Interest in the line began to wane in 1986. What had initially attracted Kenner to the license—a deep bench of characters that would fuel years of comic book, television, and movie releases—wound up being problematic for consumers. While Superman and Batman were among the most recognizable people real or imagined on the planet, DC’s supplementary library was not. Kids passed up toys like Kalibak, Red Tornado, and Tyr; retailers cut orders. So Kenner turned their attention to a line of Real Ghostbusters figures based on the animated series.
DC would go on to feed a near-endless array of figures throughout the 1990s and beyond, fueled by the success of Tim Burton’s Batman films and their animated offerings. Toymakers realized it was better to offer endless iterations of the same popular hero than put an unfamiliar face like Firestorm on shelves.

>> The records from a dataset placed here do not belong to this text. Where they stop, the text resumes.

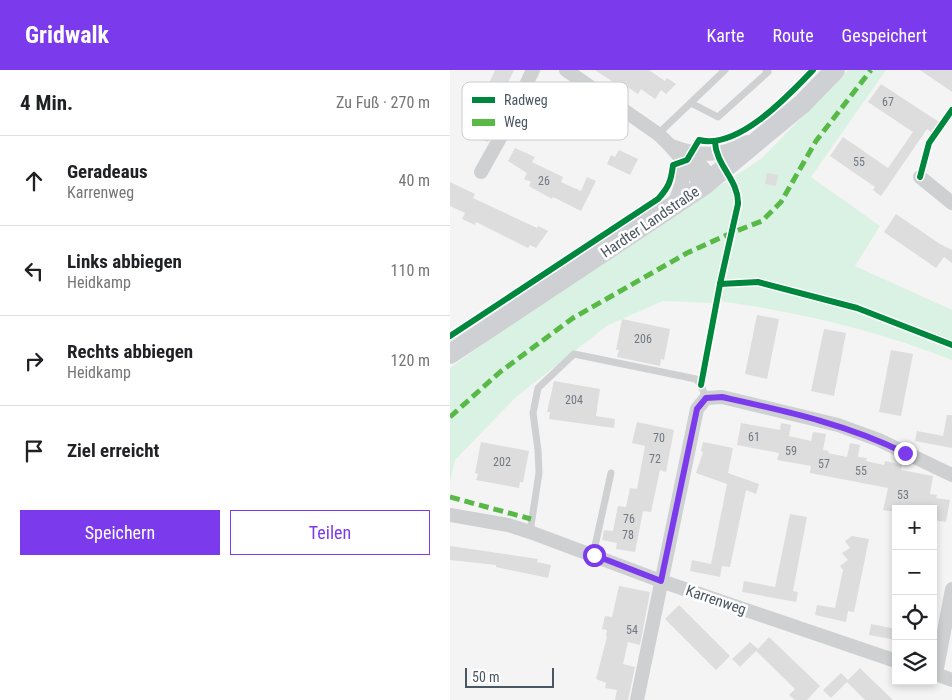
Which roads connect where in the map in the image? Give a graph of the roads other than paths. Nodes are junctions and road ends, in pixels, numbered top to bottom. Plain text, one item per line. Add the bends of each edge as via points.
1 (533, 70) edge
2 (566, 70) edge
3 (725, 70) edge
4 (766, 70) edge
5 (835, 70) edge
6 (527, 82) edge
7 (583, 82) edge
8 (691, 103) junction
9 (628, 113) edge
10 (779, 124) junction
11 (658, 134) junction
12 (499, 140) edge
13 (687, 158) junction
14 (481, 172) dead end
15 (920, 177) dead end
16 (708, 183) junction
17 (952, 203) edge
18 (672, 209) junction
19 (450, 354) edge
20 (706, 398) junction
21 (611, 473) dead end
22 (952, 475) edge
23 (450, 515) edge
24 (530, 532) junction
25 (594, 555) junction
26 (661, 581) junction
27 (952, 589) edge
28 (892, 660) edge
29 (937, 660) edge
30 (937, 675) edge
31 (952, 680) edge
32 (637, 700) edge

1 - 6 street
2 - 7 street
3 - 8 lane
4 - 8 lane via 768,72 718,117
5 - 10 main road, Hardter Landstraße
8 - 11 lane
9 - 11 street
10 - 13 street via 732,150
10 - 16 main road, Hardter Landstraße
11 - 13 street
12 - 14 street
13 - 16 street
13 - 18 street
15 - 17 street
16 - 18 main road, Hardter Landstraße
18 - 19 main road, Hardter Landstraße
20 - 22 street via 722,397 838,425 879,440
20 - 24 lane via 696,379 574,354 538,388 533,413 539,473
20 - 26 street via 697,409
21 - 25 lane
23 - 24 street, Karrenweg
24 - 25 street, Karrenweg
25 - 26 street, Karrenweg
26 - 28 street, Karrenweg
26 - 32 street
27 - 29 street
30 - 31 street

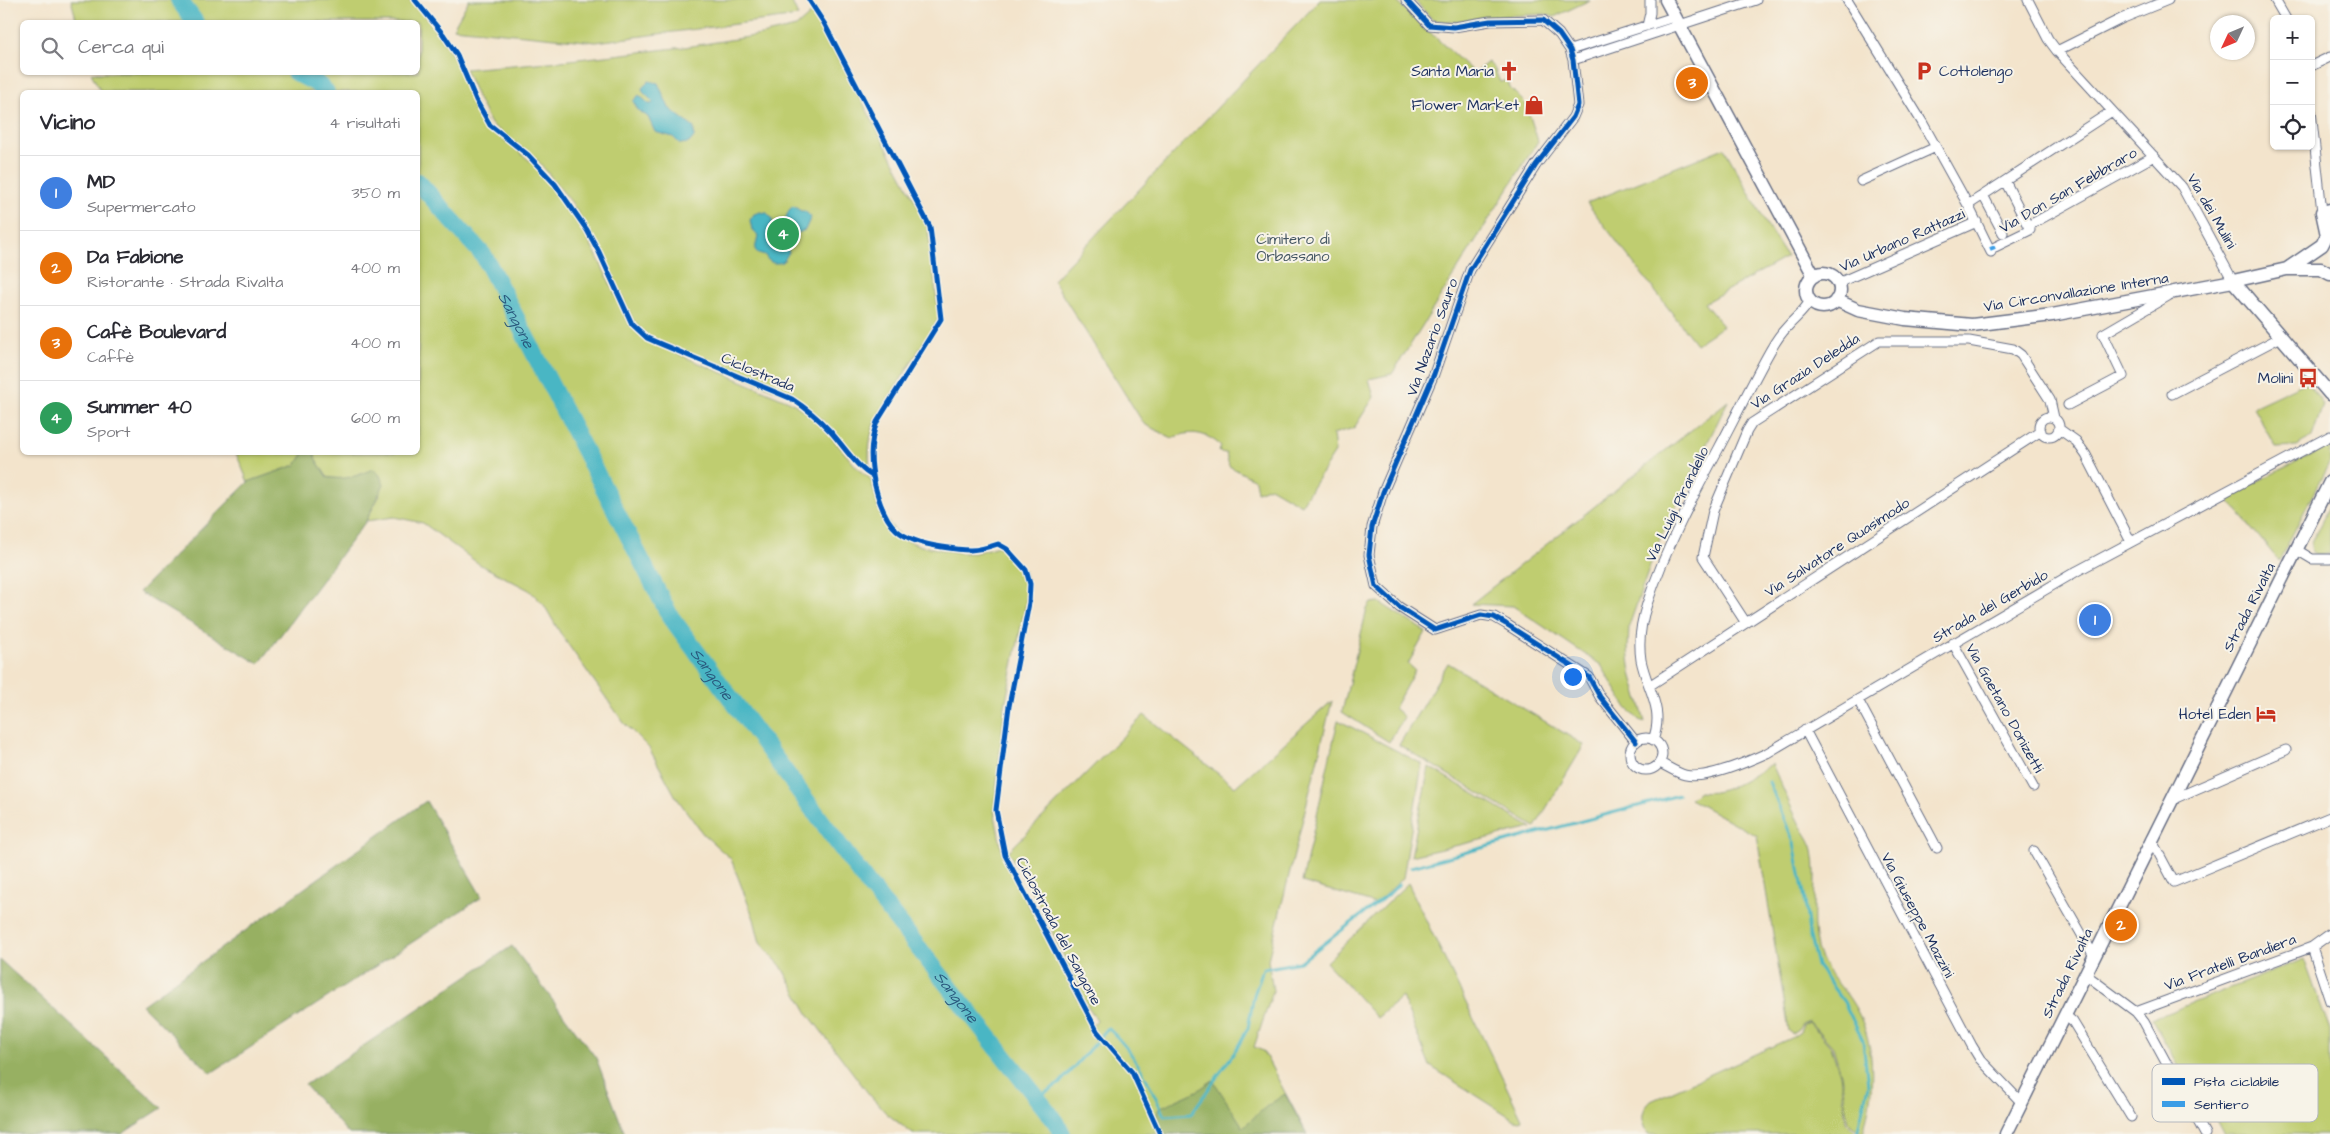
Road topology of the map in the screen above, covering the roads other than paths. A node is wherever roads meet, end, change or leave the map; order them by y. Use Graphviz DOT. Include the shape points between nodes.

Despite those fumbles, Super Powers was never destined to be a footnote. Thanks to García-López’s attractive art and the efforts of sculptors, collectors routinely chase original figures and swap stories about characters that never made it past the prototype stage. The biggest homage to the line may have come in 2014, when Mattel released a line of oversized figures in Super Powers packaging to commemorate the series’ 30th anniversary. Sandwiched between Superman and Batman was the Riddler—deliberately colored and styled to look like the repainted Green Lantern he originally was, mangled ring finger and all.